SERMON IV. PRAYER.
PSALM LXV. 2.
Thou that hearest prayer, unto Thee shall all flesh come.
Next Friday, the 20th of December, 1871, will be marked in most churches of this province of Canterbury by a special ceremony. Prayers will be offered to God for the increase of missionary labourers in the Church of England. To many persons—I hope I may say, to all in this congregation—this ceremony will seem eminently rational. We shall not ask God to suspend the laws of nature, nor alter the courses of the seasons, for any wants, real or fancied, of our own. We shall ask Him to make us and our countrymen wiser and better, in order that we may make other human beings wiser and better: and an eminently rational request I assert that to be.
For no one will deny that it is good for heathens and savages, even if there were no life after death, to be wiser and better than they are. It is good, I presume, that they should give up cannibalism, slave-trading, witchcraft, child-murder, and a host of other abominations; and that they should be made to give them up not from mere fear of European cannon, but of their own wills and consciences, seeing that such habits are wrong and ruinous, and loathing them accordingly; in a word, that instead of living as they do, and finding in a hundred ways that the wages of sin are death, they should be converted—that is, change their ways—and live.

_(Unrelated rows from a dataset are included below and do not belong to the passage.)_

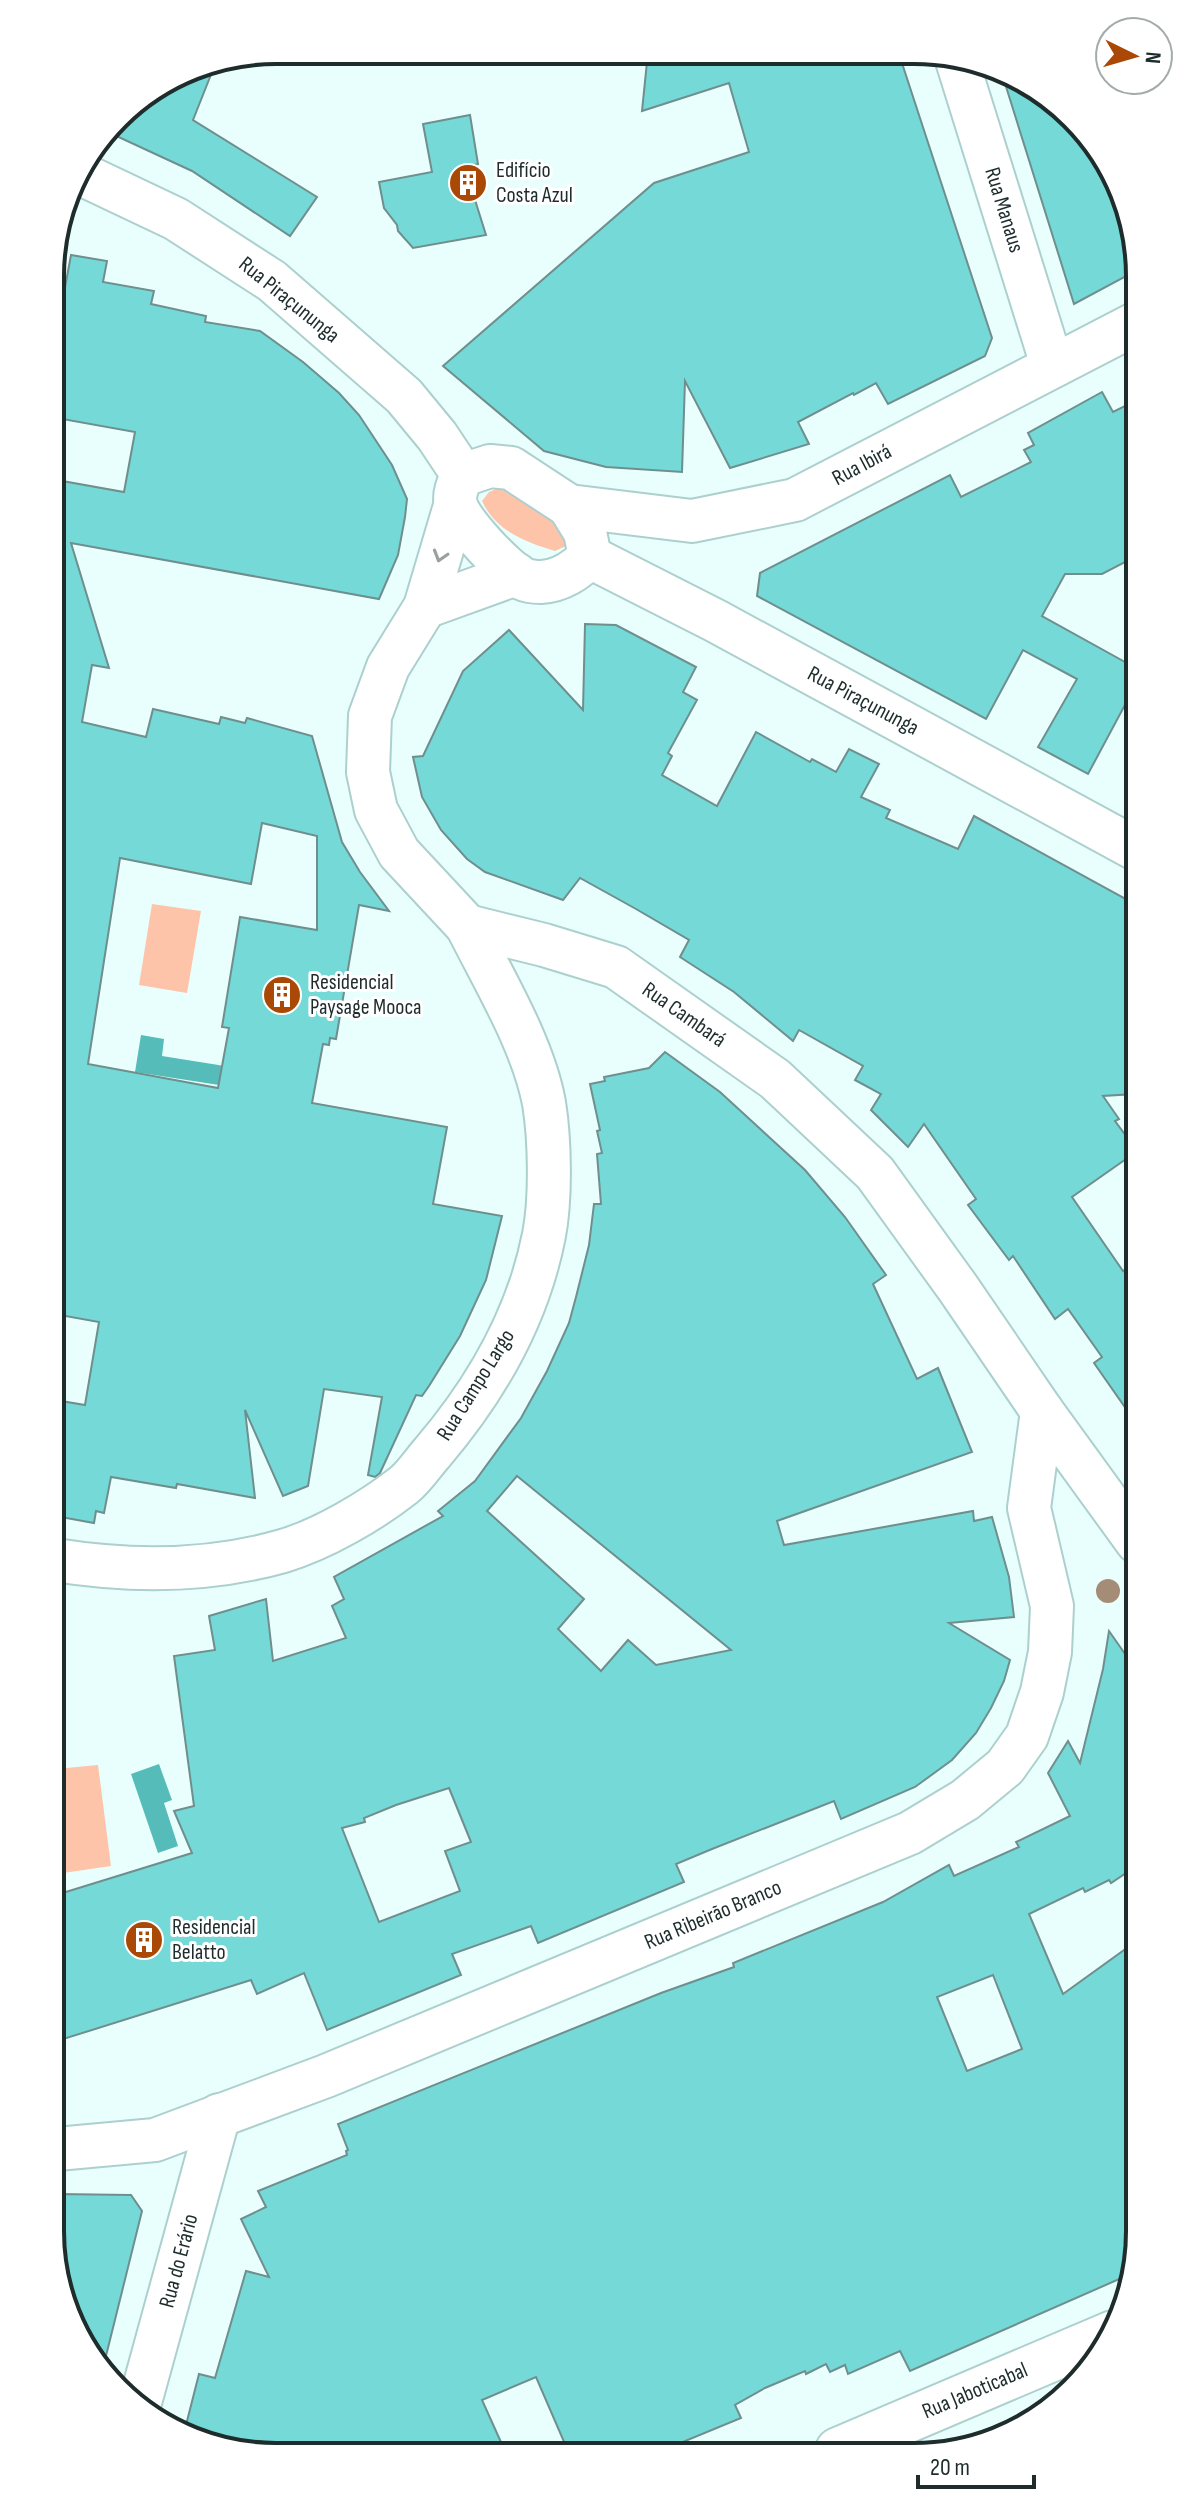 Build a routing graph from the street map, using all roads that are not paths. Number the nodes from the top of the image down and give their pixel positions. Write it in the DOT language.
graph roads {
  1 [pos="960,69"];
  2 [pos="88,177"];
  3 [pos="1126,328"];
  4 [pos="1052,365"];
  5 [pos="459,490"];
  6 [pos="569,506"];
  7 [pos="590,557"];
  8 [pos="516,574"];
  9 [pos="425,607"];
  10 [pos="1126,844"];
  11 [pos="467,926"];
  12 [pos="1042,1411"];
  13 [pos="1126,1527"];
  14 [pos="64,1561"];
  15 [pos="219,2115"];
  16 [pos="64,2148"];
  17 [pos="1096,2340"];
  18 [pos="142,2395"];
  19 [pos="854,2443"];
  1 -- 4 [label="street, Rua Manaus"];
  2 -- 5 [label="street, Rua Piraçununga"];
  3 -- 4 [label="street, Rua Ibirá"];
  4 -- 6 [label="street, Rua Ibirá"];
  5 -- 6 [label="street"];
  5 -- 8 [label="street"];
  5 -- 9 [label="street, one-way"];
  6 -- 7 [label="street"];
  7 -- 8 [label="street"];
  7 -- 10 [label="street, Rua Piraçununga"];
  8 -- 9 [label="street"];
  9 -- 11 [label="street"];
  11 -- 12 [label="street, Rua Cambará"];
  11 -- 14 [label="street, Rua Campo Largo"];
  12 -- 13 [label="street, Rua Cambará"];
  12 -- 15 [label="street, Rua Ribeirão Branco"];
  15 -- 16 [label="street, Rua Ribeirão Branco"];
  15 -- 18 [label="street, Rua do Erário"];
  17 -- 19 [label="street, Rua Jaboticabal"];
}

Now that this is the will of God—assuming that there is a God, and a good God—is plain at least to our reason, and to our common sense; and it is equally plain to our reason and to our common sense that, as God has not taught these poor wretches to improve themselves, or sent superior beings to improve them from some other world, He therefore means their improvement to be brought about, as moral improvements are usually brought about, by the influence of their fellow-men, and specially by us who have put ourselves in contact with them in our world-wide search for wealth; and who are certain, as we know by sad experience, to make the heathen worse, if we do not make them better. And as we find from experience that our missionaries, wherever they are brought in contact with these savages, do make them wiser and happier, we ask God to inspire more persons with the desire of improving the heathen, and to teach them how to improve them. I say, how to improve them. All sneers, whether at the failure of missionary labours, or at the small results in return for the vast sums spent on missions—all such sneers, I say, instead of deterring us from praying to God on this matter, ought to make us pray the more earnestly in proportion as they are deserved. For they ought to remind us that we possibly may not have gone to work as yet altogether in the right way; that there may be mistakes and deficiencies in our method of dealing with the heathen. And if so, it seems all the more reason for asking God to set us and others right, in case we should be wrong; and to make us and others strong, in case we should be weak.